◆ **TASK TO COMPLETE**: When you reproduce these records, keep every word exactly and drop the images.

Dataset records
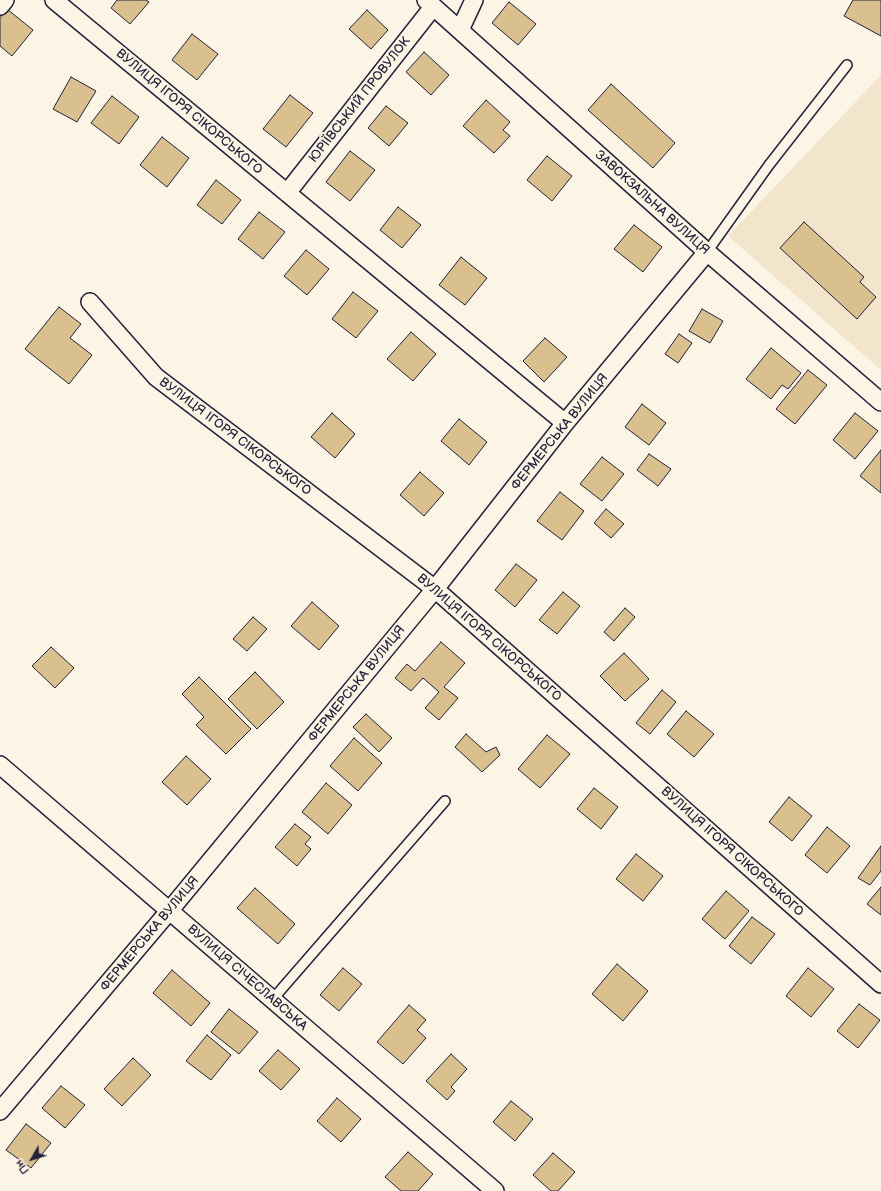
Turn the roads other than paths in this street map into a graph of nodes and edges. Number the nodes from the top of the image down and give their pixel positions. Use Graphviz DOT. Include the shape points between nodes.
graph roads {
  1 [pos="6,0"];
  2 [pos="54,0"];
  3 [pos="474,0"];
  4 [pos="430,3"];
  5 [pos="0,6"];
  6 [pos="460,30"];
  7 [pos="847,65"];
  8 [pos="287,193"];
  9 [pos="707,252"];
  10 [pos="90,302"];
  11 [pos="881,402"];
  12 [pos="565,424"];
  13 [pos="435,589"];
  14 [pos="0,765"];
  15 [pos="445,801"];
  16 [pos="170,910"];
  17 [pos="881,984"];
  18 [pos="272,1000"];
  19 [pos="0,1111"];
  20 [pos="495,1191"];
  1 -- 5 [label="street"];
  2 -- 8 [label="street, ВУЛИЦЯ ІГОРЯ СІКОРСЬКОГО"];
  3 -- 6 [label="street"];
  4 -- 6 [label="street, ЗАВОКЗАЛЬНА ВУЛИЦЯ"];
  4 -- 8 [label="street, ЮРІЇВСЬКИЙ ПРОВУЛОК"];
  6 -- 9 [label="street, ЗАВОКЗАЛЬНА ВУЛИЦЯ"];
  7 -- 9 [label="lane" via="769,165"];
  8 -- 12 [label="street, ВУЛИЦЯ ІГОРЯ СІКОРСЬКОГО"];
  9 -- 11 [label="street, ЗАВОКЗАЛЬНА ВУЛИЦЯ"];
  9 -- 12 [label="street, ФЕРМЕРСЬКА ВУЛИЦЯ"];
  10 -- 13 [label="street, ВУЛИЦЯ ІГОРЯ СІКОРСЬКОГО" via="156,377"];
  12 -- 13 [label="street, ФЕРМЕРСЬКА ВУЛИЦЯ"];
  13 -- 16 [label="street, ФЕРМЕРСЬКА ВУЛИЦЯ"];
  13 -- 17 [label="street, ВУЛИЦЯ ІГОРЯ СІКОРСЬКОГО"];
  14 -- 16 [label="street, ВУЛИЦЯ СІЧЕСЛАВСЬКА"];
  15 -- 18 [label="lane"];
  16 -- 18 [label="street, ВУЛИЦЯ СІЧЕСЛАВСЬКА"];
  16 -- 19 [label="street, ФЕРМЕРСЬКА ВУЛИЦЯ"];
  18 -- 20 [label="street, ВУЛИЦЯ СІЧЕСЛАВСЬКА"];
}
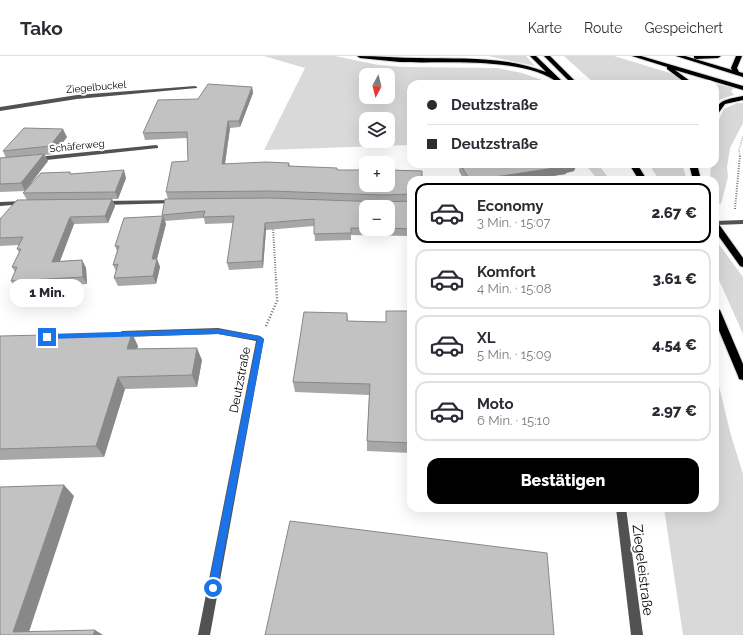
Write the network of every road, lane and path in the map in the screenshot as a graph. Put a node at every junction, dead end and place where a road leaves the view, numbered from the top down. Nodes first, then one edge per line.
1 (360, 56) edge
2 (479, 56) edge
3 (533, 56) edge
4 (547, 56) edge
5 (635, 56) edge
6 (681, 56) edge
7 (718, 56) edge
8 (739, 56) edge
9 (460, 61) junction
10 (665, 64) junction
11 (741, 73) edge
12 (556, 78) joint
13 (571, 80) edge
14 (686, 80) edge
15 (708, 80) edge
16 (719, 80) edge
17 (719, 83) edge
18 (195, 87) dead end
19 (743, 88) edge
20 (743, 98) edge
21 (719, 108) edge
22 (0, 109) edge
23 (743, 136) edge
24 (156, 147) dead end
25 (740, 150) junction
26 (743, 150) edge
27 (31, 160) edge
28 (184, 202) edge
29 (32, 203) edge
30 (96, 203) edge
31 (0, 204) edge
32 (734, 210) dead end
33 (743, 222) edge
34 (273, 224) edge
35 (719, 224) edge
36 (719, 230) edge
37 (743, 264) edge
38 (719, 319) edge
39 (117, 335) edge
40 (260, 339) junction
41 (743, 376) edge
42 (622, 512) edge
43 (204, 635) edge
44 (637, 635) edge

1 - 9 main road
2 - 9 main road
3 - 12 main road
4 - 13 main road
5 - 10 main road
6 - 7 main road
6 - 11 main road
8 - 11 main road
9 - 12 main road
10 - 14 main road
10 - 15 main road
11 - 16 main road
17 - 19 main road
18 - 22 street, Ziegelbuckel
20 - 21 main road
23 - 25 path
24 - 27 street, Schäferweg
25 - 26 path
25 - 32 path
28 - 30 street
29 - 31 street
33 - 35 street
34 - 40 path
36 - 37 main road
38 - 41 main road
39 - 40 street, Deutzstraße
40 - 43 street, Deutzstraße
42 - 44 street, Ziegeleistraße

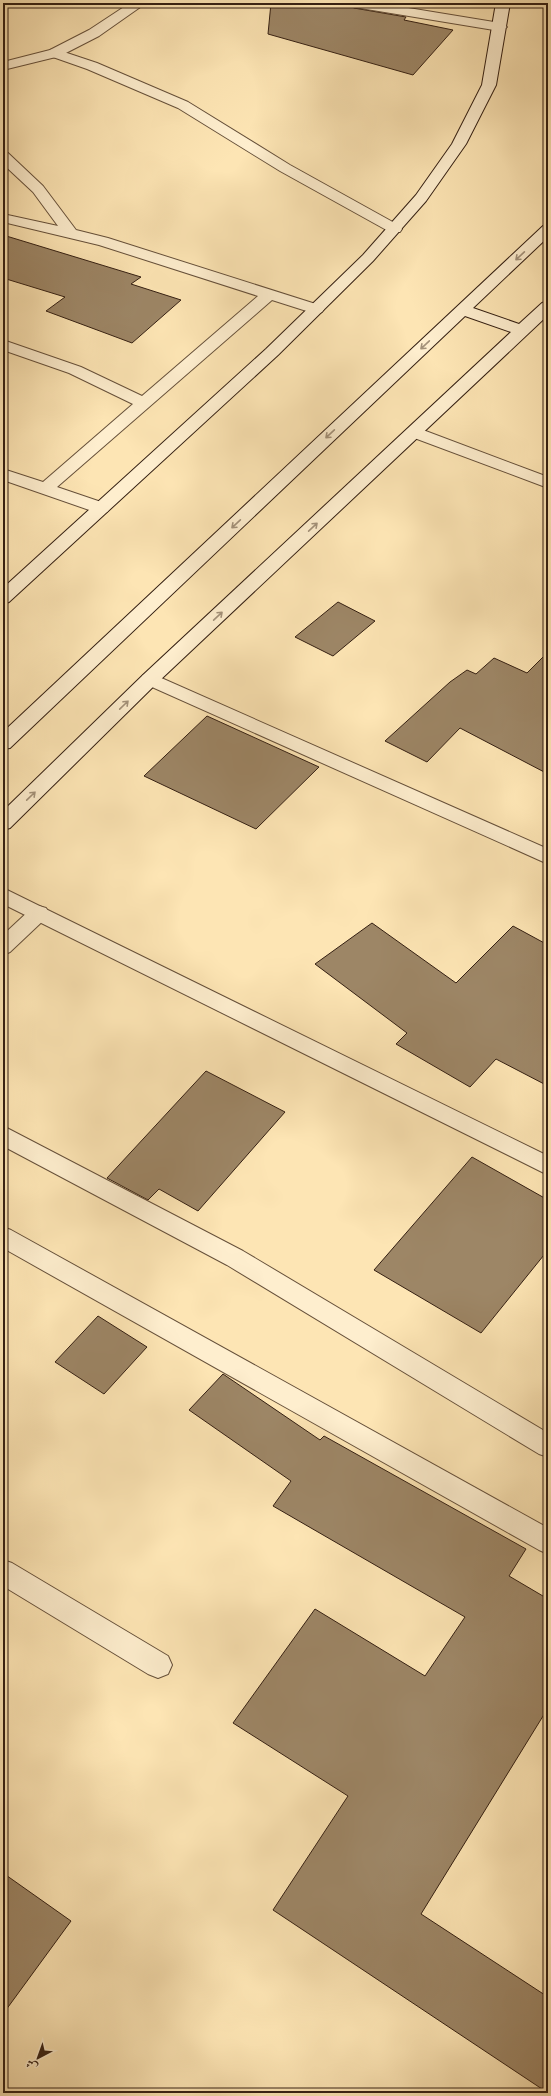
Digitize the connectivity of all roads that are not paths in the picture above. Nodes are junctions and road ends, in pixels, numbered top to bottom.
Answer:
1 (140, 3) edge
2 (354, 3) edge
3 (503, 3) edge
4 (500, 28) junction
5 (55, 53) junction
6 (3, 66) edge
7 (3, 156) edge
8 (7, 223) edge
9 (395, 229) junction
10 (548, 229) edge
11 (70, 232) junction
12 (269, 294) junction
13 (548, 306) edge
14 (316, 310) junction
15 (462, 310) junction
16 (523, 331) junction
17 (3, 345) edge
18 (144, 403) junction
19 (415, 432) junction
20 (3, 474) edge
21 (548, 483) edge
22 (45, 489) junction
23 (101, 508) junction
24 (3, 598) edge
25 (150, 679) junction
26 (3, 743) edge
27 (3, 823) edge
28 (548, 857) edge
29 (3, 895) edge
30 (39, 913) junction
31 (3, 947) edge
32 (3, 1134) edge
33 (548, 1166) edge
34 (3, 1237) edge
35 (548, 1446) edge
36 (548, 1542) edge
37 (3, 1572) edge
38 (158, 1665) dead end

1 - 5 street
2 - 4 street
3 - 4 street
4 - 9 street
5 - 6 street
5 - 9 street
7 - 11 street
8 - 11 street
9 - 14 street
10 -> 15 street
11 - 12 street
12 - 14 street
12 - 18 street
13 - 16 street
14 - 23 street
15 - 16 street
15 -> 26 street
16 - 19 street
17 - 18 street
18 - 22 street
19 - 21 street
25 -> 19 street
20 - 22 street
22 - 23 street
23 - 24 street
27 -> 25 street
25 - 28 street
29 - 30 street
30 - 31 street
30 - 33 street
32 - 35 street
34 - 36 street
37 - 38 street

◆ **RESPONSE FOR THIS EXERCISE**:
Turn the roads other than paths in this street map into a graph of nodes and edges. Number the nodes from the top of the image down and give their pixel positions. Use Graphviz DOT. Include the shape points between nodes.
graph roads {
  1 [pos="6,0"];
  2 [pos="54,0"];
  3 [pos="474,0"];
  4 [pos="430,3"];
  5 [pos="0,6"];
  6 [pos="460,30"];
  7 [pos="847,65"];
  8 [pos="287,193"];
  9 [pos="707,252"];
  10 [pos="90,302"];
  11 [pos="881,402"];
  12 [pos="565,424"];
  13 [pos="435,589"];
  14 [pos="0,765"];
  15 [pos="445,801"];
  16 [pos="170,910"];
  17 [pos="881,984"];
  18 [pos="272,1000"];
  19 [pos="0,1111"];
  20 [pos="495,1191"];
  1 -- 5 [label="street"];
  2 -- 8 [label="street, ВУЛИЦЯ ІГОРЯ СІКОРСЬКОГО"];
  3 -- 6 [label="street"];
  4 -- 6 [label="street, ЗАВОКЗАЛЬНА ВУЛИЦЯ"];
  4 -- 8 [label="street, ЮРІЇВСЬКИЙ ПРОВУЛОК"];
  6 -- 9 [label="street, ЗАВОКЗАЛЬНА ВУЛИЦЯ"];
  7 -- 9 [label="lane" via="769,165"];
  8 -- 12 [label="street, ВУЛИЦЯ ІГОРЯ СІКОРСЬКОГО"];
  9 -- 11 [label="street, ЗАВОКЗАЛЬНА ВУЛИЦЯ"];
  9 -- 12 [label="street, ФЕРМЕРСЬКА ВУЛИЦЯ"];
  10 -- 13 [label="street, ВУЛИЦЯ ІГОРЯ СІКОРСЬКОГО" via="156,377"];
  12 -- 13 [label="street, ФЕРМЕРСЬКА ВУЛИЦЯ"];
  13 -- 16 [label="street, ФЕРМЕРСЬКА ВУЛИЦЯ"];
  13 -- 17 [label="street, ВУЛИЦЯ ІГОРЯ СІКОРСЬКОГО"];
  14 -- 16 [label="street, ВУЛИЦЯ СІЧЕСЛАВСЬКА"];
  15 -- 18 [label="lane"];
  16 -- 18 [label="street, ВУЛИЦЯ СІЧЕСЛАВСЬКА"];
  16 -- 19 [label="street, ФЕРМЕРСЬКА ВУЛИЦЯ"];
  18 -- 20 [label="street, ВУЛИЦЯ СІЧЕСЛАВСЬКА"];
}
Write the network of every road, lane and path in the map in the screenshot as a graph. Put a node at every junction, dead end and place where a road leaves the view, numbered from the top down. Nodes first, then one edge per line.
1 (360, 56) edge
2 (479, 56) edge
3 (533, 56) edge
4 (547, 56) edge
5 (635, 56) edge
6 (681, 56) edge
7 (718, 56) edge
8 (739, 56) edge
9 (460, 61) junction
10 (665, 64) junction
11 (741, 73) edge
12 (556, 78) joint
13 (571, 80) edge
14 (686, 80) edge
15 (708, 80) edge
16 (719, 80) edge
17 (719, 83) edge
18 (195, 87) dead end
19 (743, 88) edge
20 (743, 98) edge
21 (719, 108) edge
22 (0, 109) edge
23 (743, 136) edge
24 (156, 147) dead end
25 (740, 150) junction
26 (743, 150) edge
27 (31, 160) edge
28 (184, 202) edge
29 (32, 203) edge
30 (96, 203) edge
31 (0, 204) edge
32 (734, 210) dead end
33 (743, 222) edge
34 (273, 224) edge
35 (719, 224) edge
36 (719, 230) edge
37 (743, 264) edge
38 (719, 319) edge
39 (117, 335) edge
40 (260, 339) junction
41 (743, 376) edge
42 (622, 512) edge
43 (204, 635) edge
44 (637, 635) edge

1 - 9 main road
2 - 9 main road
3 - 12 main road
4 - 13 main road
5 - 10 main road
6 - 7 main road
6 - 11 main road
8 - 11 main road
9 - 12 main road
10 - 14 main road
10 - 15 main road
11 - 16 main road
17 - 19 main road
18 - 22 street, Ziegelbuckel
20 - 21 main road
23 - 25 path
24 - 27 street, Schäferweg
25 - 26 path
25 - 32 path
28 - 30 street
29 - 31 street
33 - 35 street
34 - 40 path
36 - 37 main road
38 - 41 main road
39 - 40 street, Deutzstraße
40 - 43 street, Deutzstraße
42 - 44 street, Ziegeleistraße

Digitize the connectivity of all roads that are not paths in the picture above. Nodes are junctions and road ends, in pixels, numbered top to bottom.
Answer:
1 (140, 3) edge
2 (354, 3) edge
3 (503, 3) edge
4 (500, 28) junction
5 (55, 53) junction
6 (3, 66) edge
7 (3, 156) edge
8 (7, 223) edge
9 (395, 229) junction
10 (548, 229) edge
11 (70, 232) junction
12 (269, 294) junction
13 (548, 306) edge
14 (316, 310) junction
15 (462, 310) junction
16 (523, 331) junction
17 (3, 345) edge
18 (144, 403) junction
19 (415, 432) junction
20 (3, 474) edge
21 (548, 483) edge
22 (45, 489) junction
23 (101, 508) junction
24 (3, 598) edge
25 (150, 679) junction
26 (3, 743) edge
27 (3, 823) edge
28 (548, 857) edge
29 (3, 895) edge
30 (39, 913) junction
31 (3, 947) edge
32 (3, 1134) edge
33 (548, 1166) edge
34 (3, 1237) edge
35 (548, 1446) edge
36 (548, 1542) edge
37 (3, 1572) edge
38 (158, 1665) dead end

1 - 5 street
2 - 4 street
3 - 4 street
4 - 9 street
5 - 6 street
5 - 9 street
7 - 11 street
8 - 11 street
9 - 14 street
10 -> 15 street
11 - 12 street
12 - 14 street
12 - 18 street
13 - 16 street
14 - 23 street
15 - 16 street
15 -> 26 street
16 - 19 street
17 - 18 street
18 - 22 street
19 - 21 street
25 -> 19 street
20 - 22 street
22 - 23 street
23 - 24 street
27 -> 25 street
25 - 28 street
29 - 30 street
30 - 31 street
30 - 33 street
32 - 35 street
34 - 36 street
37 - 38 street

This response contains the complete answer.